[Collected data]
================
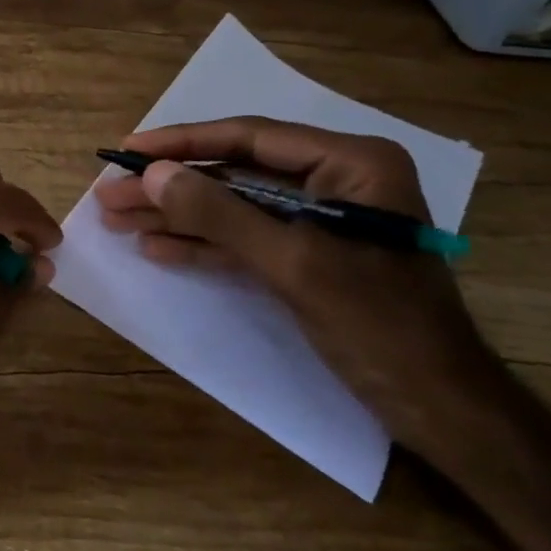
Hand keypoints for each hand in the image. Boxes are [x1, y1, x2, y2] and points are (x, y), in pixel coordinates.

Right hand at [91, 116, 509, 458]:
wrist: (441, 412)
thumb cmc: (380, 326)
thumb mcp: (294, 263)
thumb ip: (220, 214)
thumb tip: (151, 174)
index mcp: (350, 163)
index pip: (250, 138)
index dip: (183, 143)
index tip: (128, 149)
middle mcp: (335, 181)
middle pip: (234, 174)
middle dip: (171, 187)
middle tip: (109, 193)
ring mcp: (320, 222)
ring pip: (233, 208)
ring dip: (177, 217)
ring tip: (117, 220)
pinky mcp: (308, 258)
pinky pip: (246, 241)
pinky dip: (203, 246)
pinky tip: (157, 248)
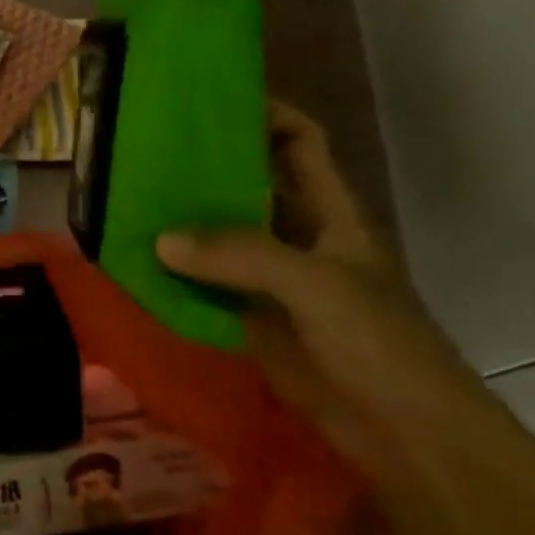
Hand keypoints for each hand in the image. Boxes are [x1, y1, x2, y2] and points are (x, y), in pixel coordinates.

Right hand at [155, 103, 487, 482]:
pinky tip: (136, 263)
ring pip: (221, 236)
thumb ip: (242, 255)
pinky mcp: (252, 317)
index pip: (301, 143)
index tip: (210, 101)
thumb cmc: (380, 345)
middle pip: (250, 186)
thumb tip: (160, 238)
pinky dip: (174, 273)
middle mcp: (301, 237)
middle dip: (205, 167)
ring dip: (182, 223)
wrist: (405, 434)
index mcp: (332, 214)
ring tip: (128, 201)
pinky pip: (205, 283)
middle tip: (146, 151)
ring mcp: (274, 279)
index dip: (266, 114)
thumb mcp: (317, 287)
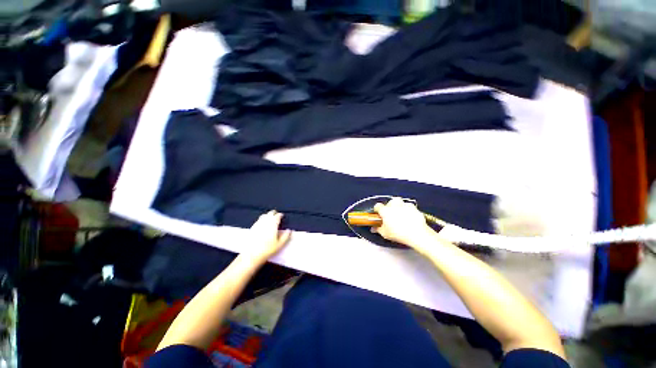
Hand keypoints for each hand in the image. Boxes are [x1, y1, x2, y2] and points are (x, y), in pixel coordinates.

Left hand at [243, 210, 290, 262]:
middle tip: (277, 216)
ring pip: (264, 215)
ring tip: (270, 218)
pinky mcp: (252, 227)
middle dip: (274, 213)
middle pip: (270, 213)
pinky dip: (262, 219)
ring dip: (268, 215)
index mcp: (273, 224)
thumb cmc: (267, 249)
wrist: (251, 255)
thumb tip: (289, 230)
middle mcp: (265, 221)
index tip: (282, 216)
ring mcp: (258, 224)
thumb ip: (286, 236)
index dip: (280, 215)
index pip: (278, 216)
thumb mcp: (280, 244)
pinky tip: (262, 224)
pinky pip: (258, 220)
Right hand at [373, 198, 437, 253]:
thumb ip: (378, 229)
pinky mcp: (413, 208)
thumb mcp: (385, 234)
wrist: (416, 234)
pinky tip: (408, 217)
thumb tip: (375, 228)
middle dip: (389, 207)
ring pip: (399, 202)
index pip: (378, 206)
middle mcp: (394, 205)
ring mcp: (404, 205)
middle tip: (390, 215)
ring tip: (399, 215)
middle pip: (389, 202)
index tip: (378, 214)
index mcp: (385, 210)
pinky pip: (408, 206)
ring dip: (398, 207)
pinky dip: (407, 210)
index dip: (377, 210)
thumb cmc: (400, 233)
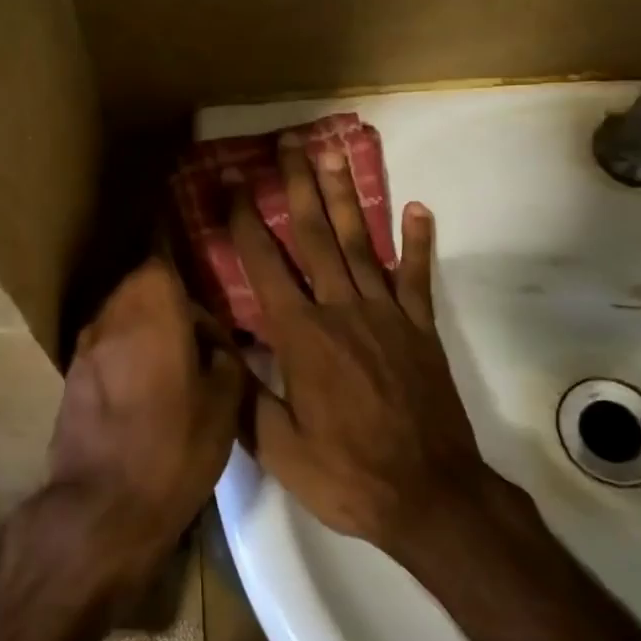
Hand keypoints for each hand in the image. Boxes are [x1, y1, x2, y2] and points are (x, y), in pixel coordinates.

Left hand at [14, 258, 245, 599]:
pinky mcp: (70, 374)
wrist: (102, 508)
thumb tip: (214, 344)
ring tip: (173, 357)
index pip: (162, 257)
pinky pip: (105, 344)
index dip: (184, 265)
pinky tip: (144, 384)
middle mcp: (112, 314)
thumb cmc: (174, 448)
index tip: (205, 280)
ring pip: (120, 313)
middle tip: (197, 329)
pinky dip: (125, 350)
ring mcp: (85, 344)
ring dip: (144, 324)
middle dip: (168, 298)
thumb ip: (223, 358)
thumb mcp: (224, 404)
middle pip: (139, 284)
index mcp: (152, 308)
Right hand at [229, 138, 498, 557]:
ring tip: (333, 155)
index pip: (265, 265)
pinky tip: (417, 208)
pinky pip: (417, 276)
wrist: (431, 497)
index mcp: (302, 337)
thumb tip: (210, 340)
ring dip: (346, 197)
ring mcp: (387, 315)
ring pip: (360, 244)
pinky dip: (417, 241)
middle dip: (298, 186)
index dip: (246, 220)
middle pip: (315, 236)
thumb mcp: (277, 446)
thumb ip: (242, 389)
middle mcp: (342, 311)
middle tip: (289, 143)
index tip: (233, 182)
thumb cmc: (346, 474)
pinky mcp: (420, 329)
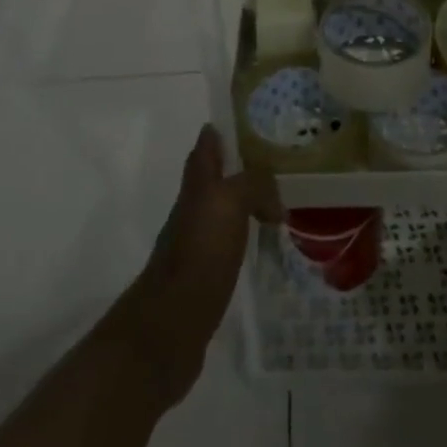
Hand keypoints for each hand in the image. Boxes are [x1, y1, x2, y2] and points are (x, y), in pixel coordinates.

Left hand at [114, 126, 282, 406]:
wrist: (170, 327)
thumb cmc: (199, 254)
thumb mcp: (229, 203)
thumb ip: (254, 185)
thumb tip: (275, 203)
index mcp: (198, 186)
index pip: (206, 147)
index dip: (220, 132)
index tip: (244, 120)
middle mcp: (194, 209)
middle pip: (214, 178)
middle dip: (237, 166)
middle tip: (273, 161)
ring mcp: (197, 244)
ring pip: (224, 210)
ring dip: (244, 202)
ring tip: (277, 200)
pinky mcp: (205, 276)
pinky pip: (230, 244)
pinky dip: (246, 237)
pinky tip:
================
TASK PROMPT. Set the pictures aside and transcribe the data above exactly.

ANSWER BELOW.
Hand keypoints for each hand in the image. Boxes are [x1, y1, x2, y2] and points are (x, y), in pixel coordinates.

Right hand at [91, 116, 509, 458]:
wrist: (441, 412)
thumb cmc: (380, 326)
thumb mcp: (294, 263)
thumb ip: (220, 214)
thumb tip: (151, 174)
index mcp: (350, 163)
index pip: (250, 138)
index dip: (183, 143)
index tip: (128, 149)
middle mcp: (335, 181)
middle pip: (234, 174)
middle dip: (171, 187)
middle tip: (109, 193)
ring mcp: (320, 222)
ring pip: (233, 208)
ring dip: (177, 217)
ring tip: (117, 220)
pinky mcp: (308, 258)
pinky pip: (246, 241)
pinky dip: (203, 246)
pinky tip: (157, 248)
Hand keypoints for each hand in the image. Boxes are [x1, y1, x2, y2] and points are (x, y), in pixel coordinates.

Right hand at [155, 103, 487, 482]:
pinky tip: (136, 263)
ring pip: (221, 236)
thumb ip: (242, 255)
pinky mcp: (252, 317)
index pip: (301, 143)
index tip: (210, 101)
thumb cmc: (380, 345)
middle pip: (250, 186)
thumb tip: (160, 238)
pinky dip: (174, 273)
middle mcp: (301, 237)
middle dip: (205, 167)
ring dip: (182, 223)
wrist: (405, 434)
index mcp: (332, 214)
ring tip: (128, 201)
pinky pip: (205, 283)
middle tip: (146, 151)
ring mcp: (274, 279)
index dip: (266, 114)
thumb mcp: (317, 287)
Hand keypoints for each hand in the image. Boxes are [x1, y1, x2, y2] and points are (x, y), in pixel coordinates.

Left hand at [243, 210, 290, 262]:
middle tip: (277, 216)
ring pip: (264, 215)
ring tip: (270, 218)
pinky mcp: (252, 227)
middle dip: (274, 213)
middle pip: (270, 213)
pinky dip: (262, 219)
ring dip: (268, 215)
index mcp: (273, 224)
thumb cmc: (267, 249)
wrist: (251, 255)
thumb tip: (289, 230)
middle mcp: (265, 221)
index tip: (282, 216)
ring mcp: (258, 224)
thumb ip: (286, 236)
index dip: (280, 215)
index pip: (278, 216)
thumb mcp: (280, 244)
pinky tip: (262, 224)
pinky pip: (258, 220)
Right hand at [373, 198, 437, 253]:
thumb ip: (378, 229)
pinky mcp: (413, 208)
thumb mcp: (385, 234)
wrist: (416, 234)
pinky tip: (408, 217)
thumb tip: (375, 228)
middle dip: (389, 207)
ring pip: (399, 202)
index pip: (378, 206)
middle mcp: (394, 205)
ring mcp: (404, 205)
middle tip: (390, 215)
ring tip: (399, 215)
middle pip: (389, 202)
index tip: (378, 214)
index mcp: (385, 210)
pinky pip: (408, 206)
ring dip: (398, 207)
pinky dip: (407, 210)
index dip: (377, 210)
thumb cmc: (400, 233)
Hand keypoints for each hand in the image. Boxes are [x1, y1, x2, y2] and points are (x, y), in pixel coordinates.

Left hand at [14, 258, 245, 599]:
pinky mcp: (70, 374)
wrist: (102, 508)
thumb tip: (214, 344)
ring tip: (173, 357)
index pip: (162, 257)
pinky pip: (105, 344)
index dip: (184, 265)
pinky tip: (144, 384)
middle mcp: (112, 314)
thumb cmc: (174, 448)
index tip: (205, 280)
ring pip: (120, 313)
middle tip: (197, 329)
pinky dip: (125, 350)
ring mcp: (85, 344)
ring dip: (144, 324)
middle dip: (168, 298)
thumb ip: (223, 358)
thumb mcp: (224, 404)
middle pip: (139, 284)
index mcp: (152, 308)
Right hand at [229, 138, 498, 557]:
ring tip: (333, 155)
index pip: (265, 265)
pinky tip: (417, 208)
pinky pip: (417, 276)
wrist: (431, 497)
index mcp: (302, 337)
thumb tip: (210, 340)
ring dip: (346, 197)
ring mcp: (387, 315)
ring pip: (360, 244)
pinky dip: (417, 241)
middle dip: (298, 186)
index dip: (246, 220)
middle pip: (315, 236)
thumb mcp: (277, 446)
thumb ip: (242, 389)
middle mcp: (342, 311)
middle tip: (289, 143)
index tip: (233, 182)
thumb cmc: (346, 474)
pinky mcp: (420, 329)
Hand keypoints for each hand in the image. Boxes are [x1, y1, x2, y2] and points are (x, y), in pixel coordinates.

Left hand at [114, 126, 282, 406]:
wrist: (170, 327)
thumb cmc: (199, 254)
thumb mcp: (229, 203)
thumb ip: (254, 185)
thumb tip: (275, 203)
index mcp: (198, 186)
index pip: (206, 147)
index dip: (220, 132)
index tip: (244, 120)
middle mcp: (194, 209)
middle pip: (214, 178)
middle dip: (237, 166)
middle tip: (273, 161)
ring mcp: (197, 244)
ring pip: (224, 210)
ring dip: (244, 202)
ring tip: (277, 200)
pinky mcp: (205, 276)
pinky pip: (230, 244)
pinky dip: (246, 237)
pinky tip:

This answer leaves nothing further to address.